Ça allait être bien plus beau ce dimanche soir. Après Samara et Anzhi, Tosno, le troisième au classement, a entamé son avant-dernier match. S’il perdait des points, Samara était assuré de finir parmi les deux premiers. Ceux-ci sont directement promus en Premjer-Liga. Les troisième et quatrième disputent des barrages. Vercauteren était las des iPhones aussi. Il fut décidé de les confier à Lucille, son amie, venue spécialement pour le dernier match à domicile. La tension à table a crû de minute en minute, jusqu’au verdict : 0-0. Les tapes sur l’épaule se sont muées en embrassades. En soulagement. La promotion était acquise.

Expérience en Ukraine

Daerden raconte tout ça pendant que le chauffeur du club slalome entre les trous de la route qui conduit au stade.  » Samara a les pires routes de toute la Russie « , souligne-t-il, en montrant, en passant, les conduites de gaz jaunes qui traversent chemins et jardins. Daerden va espionner le dernier entraînement de l’adversaire du lendemain, Khimik, déjà condamné à la rétrogradation. Suite à une ultime intervention de la Fédération russe, il ne joue pas son match à domicile à Dzerzhinsk mais à Samara : en raison d’une manifestation dans cette ville, la police ne serait pas en nombre suffisant pour garantir la sécurité dans le stade. Donc, on inverse les rôles. C’est un peu comme si Anderlecht devait gagner à Lokeren, la dernière journée, mais qu’il puisse jouer au stade Constant Vanden Stock parce que Daknam fête la Noël et que son plus proche poursuivant, le Club Bruges, s’incline. En Russie, c’est possible.

Daerden est devenu entraîneur adjoint du Krylja en juillet dernier, une semaine après l’embauche de Vercauteren et du préparateur physique Bart Caubergh.  » J’avais envoyé un message à Franky en apprenant que la Russie s’intéressait à lui. Je lui avais écrit que j’étais prêt à l’épauler, que j’avais acquis de l’expérience en Ukraine et que je parlais russe. Il a accepté. Nous nous sommes rencontrés à Louvain et sommes vite tombés d’accord. Le lendemain, il est parti en Russie avec Bart. Je les ai rejoints une semaine plus tard au stage en Allemagne.  »

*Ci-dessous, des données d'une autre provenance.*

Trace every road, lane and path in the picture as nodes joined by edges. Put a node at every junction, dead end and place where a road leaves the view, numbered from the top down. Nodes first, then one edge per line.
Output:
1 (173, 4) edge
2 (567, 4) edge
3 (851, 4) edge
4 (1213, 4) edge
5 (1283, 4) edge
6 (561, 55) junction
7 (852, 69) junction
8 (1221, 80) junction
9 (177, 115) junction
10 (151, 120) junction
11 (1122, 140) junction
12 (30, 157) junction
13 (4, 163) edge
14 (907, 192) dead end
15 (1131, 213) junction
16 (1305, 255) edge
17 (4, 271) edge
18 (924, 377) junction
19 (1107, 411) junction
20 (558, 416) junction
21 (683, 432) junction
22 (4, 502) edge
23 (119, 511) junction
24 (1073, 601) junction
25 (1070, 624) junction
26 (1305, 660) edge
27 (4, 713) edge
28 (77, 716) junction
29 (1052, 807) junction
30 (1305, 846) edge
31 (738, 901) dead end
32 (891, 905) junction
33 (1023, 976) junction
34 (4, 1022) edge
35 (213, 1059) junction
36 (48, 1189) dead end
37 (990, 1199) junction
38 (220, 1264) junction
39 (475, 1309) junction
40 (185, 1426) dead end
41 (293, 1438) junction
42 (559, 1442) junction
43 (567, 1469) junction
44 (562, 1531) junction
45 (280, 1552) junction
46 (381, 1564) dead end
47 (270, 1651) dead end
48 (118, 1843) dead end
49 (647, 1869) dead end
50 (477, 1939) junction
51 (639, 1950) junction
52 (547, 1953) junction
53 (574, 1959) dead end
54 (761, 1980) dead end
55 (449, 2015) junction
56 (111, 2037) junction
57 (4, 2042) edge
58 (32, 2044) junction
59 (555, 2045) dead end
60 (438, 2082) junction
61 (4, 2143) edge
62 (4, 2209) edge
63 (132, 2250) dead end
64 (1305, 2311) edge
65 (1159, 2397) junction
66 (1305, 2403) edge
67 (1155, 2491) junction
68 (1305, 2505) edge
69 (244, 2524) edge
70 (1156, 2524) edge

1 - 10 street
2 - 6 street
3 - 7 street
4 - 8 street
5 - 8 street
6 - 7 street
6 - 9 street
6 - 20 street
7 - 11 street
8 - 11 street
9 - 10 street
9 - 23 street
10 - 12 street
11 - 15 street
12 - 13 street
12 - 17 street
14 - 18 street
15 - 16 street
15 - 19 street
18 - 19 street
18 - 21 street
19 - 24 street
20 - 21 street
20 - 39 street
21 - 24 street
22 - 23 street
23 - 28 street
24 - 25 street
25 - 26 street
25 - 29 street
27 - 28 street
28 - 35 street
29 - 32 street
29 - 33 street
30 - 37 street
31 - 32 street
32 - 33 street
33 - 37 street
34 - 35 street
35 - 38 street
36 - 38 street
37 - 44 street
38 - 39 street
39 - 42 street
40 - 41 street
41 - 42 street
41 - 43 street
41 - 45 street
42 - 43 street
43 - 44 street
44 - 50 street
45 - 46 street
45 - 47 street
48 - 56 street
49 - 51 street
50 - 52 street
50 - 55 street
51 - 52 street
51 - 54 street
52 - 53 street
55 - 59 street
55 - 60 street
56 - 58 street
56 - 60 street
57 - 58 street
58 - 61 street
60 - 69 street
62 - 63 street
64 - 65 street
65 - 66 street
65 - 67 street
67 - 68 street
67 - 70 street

Daerden se plaît au Krylja. De retour en voiture, il se remémore son passage au Metallurh Donetsk. C’est là, en Ukraine, qu’il a fait la connaissance de sa femme, Anja, et de sa fille. Les parents d’Anja vivent toujours dans ce pays déchiré.  » Je n’ai pas encore vu le nouvel aéroport de Donetsk. Il a été bombardé. A la fin de la trêve hivernale, Samara disputait les quarts de finale de la Coupe au CSKA Moscou. Anja m’a téléphoné : le père de sa fille venait d’être abattu. Il se trouvait à un feu. Il avait 41 ans.  »

Chez le gouverneur

A la basa, c’est le repas du soir. Le staff et les joueurs de Samara vivent et s’entraînent dans ce complexe gardé. Chacun dispose de sa chambre, d’autres ont un appartement, comme l’ancien Genkois Jeroen Simaeys, ou une maison, comme Vercauteren, à côté du complexe ou en ville. Deux équipes de six femmes font fonctionner la cuisine. Le domaine ne manque de rien, du terrain d’entraînement au hall sportif, en passant par une piscine. Il est confortable sans être luxueux. Vercauteren vient de rencontrer le gouverneur. Depuis que la promotion est officielle, les obligations n’en finissent pas. Le gouverneur de l’oblast – la province dont Samara est la capitale – est puissant : le club dépend de l’argent des pouvoirs publics. Quant au président, il est le ministre local des Sports.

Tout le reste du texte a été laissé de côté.